EXERCISE DETAILS -
Find every line in the records that holds the string "lines". Copy each one.

THE DATA -
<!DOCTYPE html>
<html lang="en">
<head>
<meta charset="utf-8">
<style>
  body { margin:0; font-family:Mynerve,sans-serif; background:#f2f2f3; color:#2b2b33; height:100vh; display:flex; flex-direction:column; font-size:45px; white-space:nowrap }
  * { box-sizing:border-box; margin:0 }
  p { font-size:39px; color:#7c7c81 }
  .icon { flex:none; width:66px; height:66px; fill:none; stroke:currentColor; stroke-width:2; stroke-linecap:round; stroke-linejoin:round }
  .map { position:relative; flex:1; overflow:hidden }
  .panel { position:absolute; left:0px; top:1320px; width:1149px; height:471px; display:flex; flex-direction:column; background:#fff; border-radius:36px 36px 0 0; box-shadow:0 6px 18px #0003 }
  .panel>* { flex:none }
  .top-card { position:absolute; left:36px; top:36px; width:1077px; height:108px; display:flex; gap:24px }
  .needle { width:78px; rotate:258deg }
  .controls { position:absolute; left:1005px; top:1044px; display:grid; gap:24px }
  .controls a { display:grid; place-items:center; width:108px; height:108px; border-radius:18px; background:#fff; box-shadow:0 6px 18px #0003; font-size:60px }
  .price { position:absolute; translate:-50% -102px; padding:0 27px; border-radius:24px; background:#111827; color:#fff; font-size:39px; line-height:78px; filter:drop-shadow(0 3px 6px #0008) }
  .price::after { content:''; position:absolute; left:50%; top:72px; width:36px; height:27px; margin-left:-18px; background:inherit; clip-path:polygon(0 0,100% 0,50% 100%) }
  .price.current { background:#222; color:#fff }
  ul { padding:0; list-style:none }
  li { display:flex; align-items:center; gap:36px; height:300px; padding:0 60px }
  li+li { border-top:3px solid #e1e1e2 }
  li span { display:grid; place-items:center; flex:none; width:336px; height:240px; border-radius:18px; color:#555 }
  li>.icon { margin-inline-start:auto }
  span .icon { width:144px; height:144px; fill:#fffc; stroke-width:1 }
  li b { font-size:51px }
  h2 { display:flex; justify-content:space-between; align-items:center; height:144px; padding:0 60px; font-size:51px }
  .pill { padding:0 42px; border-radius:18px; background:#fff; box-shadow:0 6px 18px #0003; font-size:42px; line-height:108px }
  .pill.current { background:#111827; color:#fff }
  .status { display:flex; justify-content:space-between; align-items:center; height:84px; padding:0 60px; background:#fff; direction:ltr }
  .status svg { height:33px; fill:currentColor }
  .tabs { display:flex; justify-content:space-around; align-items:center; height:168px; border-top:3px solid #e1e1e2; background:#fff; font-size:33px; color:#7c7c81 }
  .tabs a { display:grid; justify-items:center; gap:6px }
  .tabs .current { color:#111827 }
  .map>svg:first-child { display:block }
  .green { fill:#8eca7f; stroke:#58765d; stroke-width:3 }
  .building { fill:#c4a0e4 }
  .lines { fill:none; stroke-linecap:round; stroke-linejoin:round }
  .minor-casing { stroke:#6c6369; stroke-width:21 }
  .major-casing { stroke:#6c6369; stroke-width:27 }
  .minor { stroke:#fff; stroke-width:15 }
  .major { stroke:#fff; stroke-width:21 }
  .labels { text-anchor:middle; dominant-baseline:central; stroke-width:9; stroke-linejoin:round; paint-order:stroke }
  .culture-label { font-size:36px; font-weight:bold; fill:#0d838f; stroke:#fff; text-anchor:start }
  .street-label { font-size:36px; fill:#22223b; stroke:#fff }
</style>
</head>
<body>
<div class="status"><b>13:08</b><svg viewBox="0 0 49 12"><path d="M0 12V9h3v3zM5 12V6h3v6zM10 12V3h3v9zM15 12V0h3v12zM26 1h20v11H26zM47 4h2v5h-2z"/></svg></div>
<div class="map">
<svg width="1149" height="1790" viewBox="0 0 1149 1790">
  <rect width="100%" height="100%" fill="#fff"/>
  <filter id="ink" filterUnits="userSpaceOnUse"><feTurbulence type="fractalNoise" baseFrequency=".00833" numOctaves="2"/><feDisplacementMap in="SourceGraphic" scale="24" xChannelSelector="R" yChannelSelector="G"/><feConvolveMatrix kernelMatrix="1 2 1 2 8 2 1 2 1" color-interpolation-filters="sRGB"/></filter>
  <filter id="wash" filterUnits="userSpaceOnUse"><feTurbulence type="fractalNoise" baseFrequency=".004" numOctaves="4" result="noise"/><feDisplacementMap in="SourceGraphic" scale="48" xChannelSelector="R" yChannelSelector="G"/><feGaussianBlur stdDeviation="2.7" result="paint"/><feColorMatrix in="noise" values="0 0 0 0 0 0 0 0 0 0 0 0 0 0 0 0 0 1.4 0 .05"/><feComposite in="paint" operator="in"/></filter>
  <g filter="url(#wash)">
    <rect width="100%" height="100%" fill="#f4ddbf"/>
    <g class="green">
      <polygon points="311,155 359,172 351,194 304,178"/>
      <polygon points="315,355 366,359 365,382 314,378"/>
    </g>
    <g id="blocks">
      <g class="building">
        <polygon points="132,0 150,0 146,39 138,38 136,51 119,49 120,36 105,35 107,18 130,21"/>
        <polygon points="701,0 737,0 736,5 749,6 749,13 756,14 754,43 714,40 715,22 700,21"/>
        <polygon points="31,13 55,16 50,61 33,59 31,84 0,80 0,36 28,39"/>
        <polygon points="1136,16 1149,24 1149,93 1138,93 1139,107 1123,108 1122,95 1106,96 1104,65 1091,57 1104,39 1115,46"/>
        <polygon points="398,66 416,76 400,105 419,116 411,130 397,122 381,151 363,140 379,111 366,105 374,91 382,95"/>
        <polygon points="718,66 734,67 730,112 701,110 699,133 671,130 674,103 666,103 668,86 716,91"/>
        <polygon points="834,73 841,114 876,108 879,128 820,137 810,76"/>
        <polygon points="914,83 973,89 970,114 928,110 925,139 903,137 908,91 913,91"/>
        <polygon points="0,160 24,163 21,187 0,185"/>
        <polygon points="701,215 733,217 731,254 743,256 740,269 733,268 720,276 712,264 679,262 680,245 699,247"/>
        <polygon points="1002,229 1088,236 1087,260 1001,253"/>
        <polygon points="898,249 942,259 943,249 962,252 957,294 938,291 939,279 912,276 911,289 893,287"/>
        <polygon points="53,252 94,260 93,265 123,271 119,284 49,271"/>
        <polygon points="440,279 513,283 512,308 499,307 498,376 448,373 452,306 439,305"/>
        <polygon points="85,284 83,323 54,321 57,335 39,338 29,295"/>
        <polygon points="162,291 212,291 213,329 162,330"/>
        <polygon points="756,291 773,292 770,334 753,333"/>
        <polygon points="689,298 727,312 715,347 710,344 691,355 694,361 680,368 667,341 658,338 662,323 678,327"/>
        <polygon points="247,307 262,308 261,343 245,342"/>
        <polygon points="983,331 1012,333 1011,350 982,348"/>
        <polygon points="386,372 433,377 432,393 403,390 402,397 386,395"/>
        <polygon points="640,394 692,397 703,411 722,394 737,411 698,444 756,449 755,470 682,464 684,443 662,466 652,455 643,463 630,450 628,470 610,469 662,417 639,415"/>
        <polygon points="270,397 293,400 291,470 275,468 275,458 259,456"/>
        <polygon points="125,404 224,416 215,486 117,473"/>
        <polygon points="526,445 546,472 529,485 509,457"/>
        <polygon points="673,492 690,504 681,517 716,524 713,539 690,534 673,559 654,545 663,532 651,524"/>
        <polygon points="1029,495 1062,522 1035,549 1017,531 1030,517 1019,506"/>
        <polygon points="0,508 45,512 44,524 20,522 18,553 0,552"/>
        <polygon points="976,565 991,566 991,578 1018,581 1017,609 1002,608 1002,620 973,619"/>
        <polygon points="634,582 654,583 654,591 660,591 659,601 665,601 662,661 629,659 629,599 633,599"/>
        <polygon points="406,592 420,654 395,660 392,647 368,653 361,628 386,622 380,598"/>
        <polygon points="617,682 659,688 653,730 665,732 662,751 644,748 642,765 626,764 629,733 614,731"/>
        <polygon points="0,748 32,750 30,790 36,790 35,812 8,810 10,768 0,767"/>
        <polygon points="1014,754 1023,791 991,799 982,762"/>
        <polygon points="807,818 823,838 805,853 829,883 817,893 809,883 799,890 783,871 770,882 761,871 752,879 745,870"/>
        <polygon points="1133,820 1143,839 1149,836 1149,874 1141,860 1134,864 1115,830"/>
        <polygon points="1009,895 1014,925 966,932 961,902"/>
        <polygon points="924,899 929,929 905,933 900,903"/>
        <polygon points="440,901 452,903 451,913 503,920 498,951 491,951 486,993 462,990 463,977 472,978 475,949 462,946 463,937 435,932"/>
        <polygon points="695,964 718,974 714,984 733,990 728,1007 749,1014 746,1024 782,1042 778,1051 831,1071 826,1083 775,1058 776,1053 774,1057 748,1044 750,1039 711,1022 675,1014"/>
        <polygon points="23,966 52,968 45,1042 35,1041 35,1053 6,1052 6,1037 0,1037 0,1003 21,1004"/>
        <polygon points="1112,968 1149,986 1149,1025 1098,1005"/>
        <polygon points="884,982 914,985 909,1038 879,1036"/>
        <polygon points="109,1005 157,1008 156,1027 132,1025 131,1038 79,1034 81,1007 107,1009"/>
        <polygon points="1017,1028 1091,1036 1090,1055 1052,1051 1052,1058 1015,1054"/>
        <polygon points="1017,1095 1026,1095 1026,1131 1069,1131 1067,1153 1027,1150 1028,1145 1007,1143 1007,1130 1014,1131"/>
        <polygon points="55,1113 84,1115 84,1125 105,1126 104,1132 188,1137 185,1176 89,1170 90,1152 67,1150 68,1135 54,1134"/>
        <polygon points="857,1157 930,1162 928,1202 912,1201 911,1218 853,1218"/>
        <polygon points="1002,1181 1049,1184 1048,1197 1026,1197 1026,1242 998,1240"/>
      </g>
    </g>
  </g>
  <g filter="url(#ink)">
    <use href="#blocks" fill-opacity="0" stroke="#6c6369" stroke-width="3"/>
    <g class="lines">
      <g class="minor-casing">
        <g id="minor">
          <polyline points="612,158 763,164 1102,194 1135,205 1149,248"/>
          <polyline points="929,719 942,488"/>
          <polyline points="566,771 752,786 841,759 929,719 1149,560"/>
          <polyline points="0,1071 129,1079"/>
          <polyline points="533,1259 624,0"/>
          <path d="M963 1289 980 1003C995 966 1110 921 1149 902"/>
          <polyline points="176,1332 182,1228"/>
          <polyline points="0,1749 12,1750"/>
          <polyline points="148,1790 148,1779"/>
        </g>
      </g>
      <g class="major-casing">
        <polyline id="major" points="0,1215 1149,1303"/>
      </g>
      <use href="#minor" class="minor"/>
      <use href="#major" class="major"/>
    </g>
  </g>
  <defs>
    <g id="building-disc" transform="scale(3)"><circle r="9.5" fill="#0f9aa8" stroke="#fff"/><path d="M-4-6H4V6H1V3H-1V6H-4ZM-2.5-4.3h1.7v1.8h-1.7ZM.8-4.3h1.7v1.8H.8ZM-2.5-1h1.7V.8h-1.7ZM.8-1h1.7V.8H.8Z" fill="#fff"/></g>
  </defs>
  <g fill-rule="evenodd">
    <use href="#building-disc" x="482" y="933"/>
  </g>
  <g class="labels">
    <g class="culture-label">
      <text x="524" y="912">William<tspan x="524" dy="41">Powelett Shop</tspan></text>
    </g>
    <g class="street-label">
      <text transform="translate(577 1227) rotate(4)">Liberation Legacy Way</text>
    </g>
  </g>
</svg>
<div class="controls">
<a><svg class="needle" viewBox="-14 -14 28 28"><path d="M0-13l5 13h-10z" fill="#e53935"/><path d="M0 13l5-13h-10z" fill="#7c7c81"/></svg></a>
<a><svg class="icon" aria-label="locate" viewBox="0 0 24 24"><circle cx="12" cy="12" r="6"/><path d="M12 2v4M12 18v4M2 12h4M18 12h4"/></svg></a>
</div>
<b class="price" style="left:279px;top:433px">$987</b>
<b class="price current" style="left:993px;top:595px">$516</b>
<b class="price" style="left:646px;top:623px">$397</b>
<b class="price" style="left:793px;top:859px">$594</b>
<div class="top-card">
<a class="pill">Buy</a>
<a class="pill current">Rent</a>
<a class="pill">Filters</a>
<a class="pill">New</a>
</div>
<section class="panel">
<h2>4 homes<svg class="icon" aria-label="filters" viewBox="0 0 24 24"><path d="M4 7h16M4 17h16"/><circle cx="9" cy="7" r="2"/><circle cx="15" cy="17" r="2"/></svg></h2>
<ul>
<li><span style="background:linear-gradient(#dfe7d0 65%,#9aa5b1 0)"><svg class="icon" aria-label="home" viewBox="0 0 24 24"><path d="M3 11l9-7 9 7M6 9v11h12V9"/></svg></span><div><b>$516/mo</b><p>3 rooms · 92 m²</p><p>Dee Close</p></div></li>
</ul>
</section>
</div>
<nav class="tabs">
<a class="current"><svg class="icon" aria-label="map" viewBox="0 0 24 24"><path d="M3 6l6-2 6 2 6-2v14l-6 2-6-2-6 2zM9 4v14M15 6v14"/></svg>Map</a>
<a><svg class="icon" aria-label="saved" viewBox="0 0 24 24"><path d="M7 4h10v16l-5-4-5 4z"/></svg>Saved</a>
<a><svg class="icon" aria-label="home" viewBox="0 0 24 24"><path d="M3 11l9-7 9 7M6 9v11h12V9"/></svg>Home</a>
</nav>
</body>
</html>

ANSWER BELOW -
  .lines { fill:none; stroke-linecap:round; stroke-linejoin:round }
    <g class="lines">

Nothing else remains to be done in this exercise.